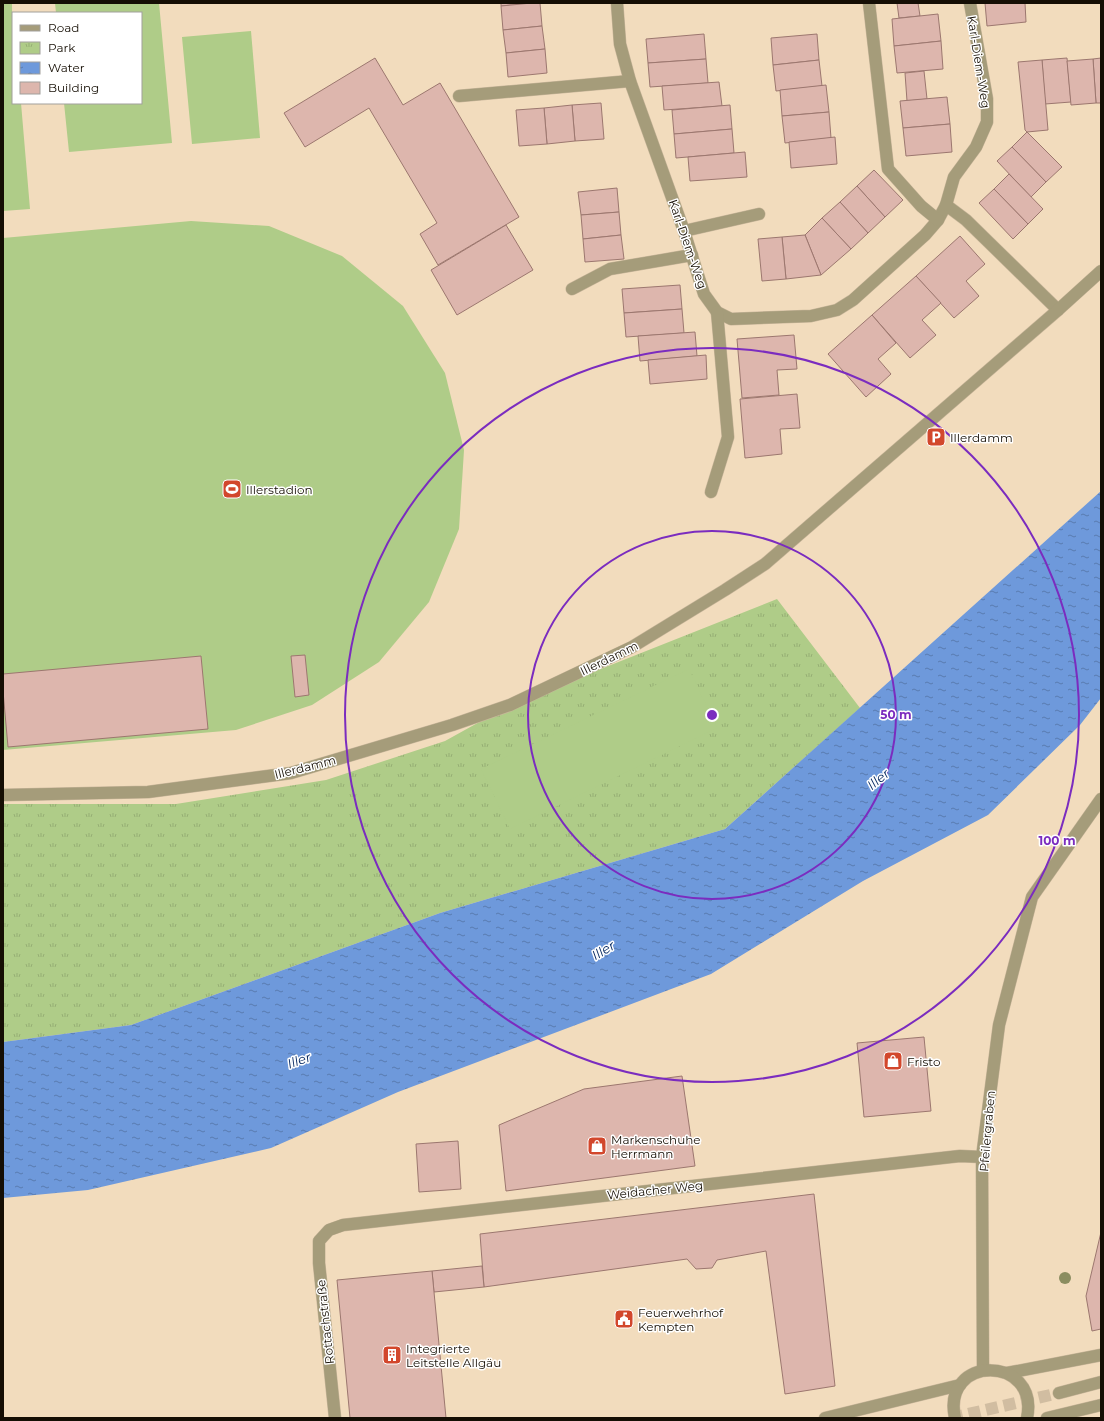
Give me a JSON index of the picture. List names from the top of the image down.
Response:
{
  "streets": {
    "street": [
      "Karl-Diem-Weg",
      "Illerdamm",
      "Pfeilergraben",
      "Weidacher Weg",
      "Rottachstraße"
    ]
  },
  "crossings": [
    ["Pfeilergraben", "Weidacher Weg"],
    ["Weidacher Weg", "Rottachstraße"]
  ],
  "water": ["Iller"],
  "places": {
    "parking": ["Illerdamm"],
    "sports": ["Illerstadion"],
    "shop": ["Fristo", "Markenschuhe Herrmann"],
    "public building": ["Feuerwehrhof Kempten"],
    "building": ["Integrierte Leitstelle Allgäu"]
  },
  "legend": [
    "Road",
    "Park",
    "Water",
    "Building"
  ],
  "rings": ["50 m", "100 m"]
}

※

What the exercise asks: An exact copy of the listing above is to be set down, with no pictures in it.

Answer to the exercise:
Give me a JSON index of the picture. List names from the top of the image down.
Response:
{
  "streets": {
    "street": [
      "Karl-Diem-Weg",
      "Illerdamm",
      "Pfeilergraben",
      "Weidacher Weg",
      "Rottachstraße"
    ]
  },
  "crossings": [
    ["Pfeilergraben", "Weidacher Weg"],
    ["Weidacher Weg", "Rottachstraße"]
  ],
  "water": ["Iller"],
  "places": {
    "parking": ["Illerdamm"],
    "sports": ["Illerstadion"],
    "shop": ["Fristo", "Markenschuhe Herrmann"],
    "public building": ["Feuerwehrhof Kempten"],
    "building": ["Integrierte Leitstelle Allgäu"]
  },
  "legend": [
    "Road",
    "Park",
    "Water",
    "Building"
  ],
  "rings": ["50 m", "100 m"]
}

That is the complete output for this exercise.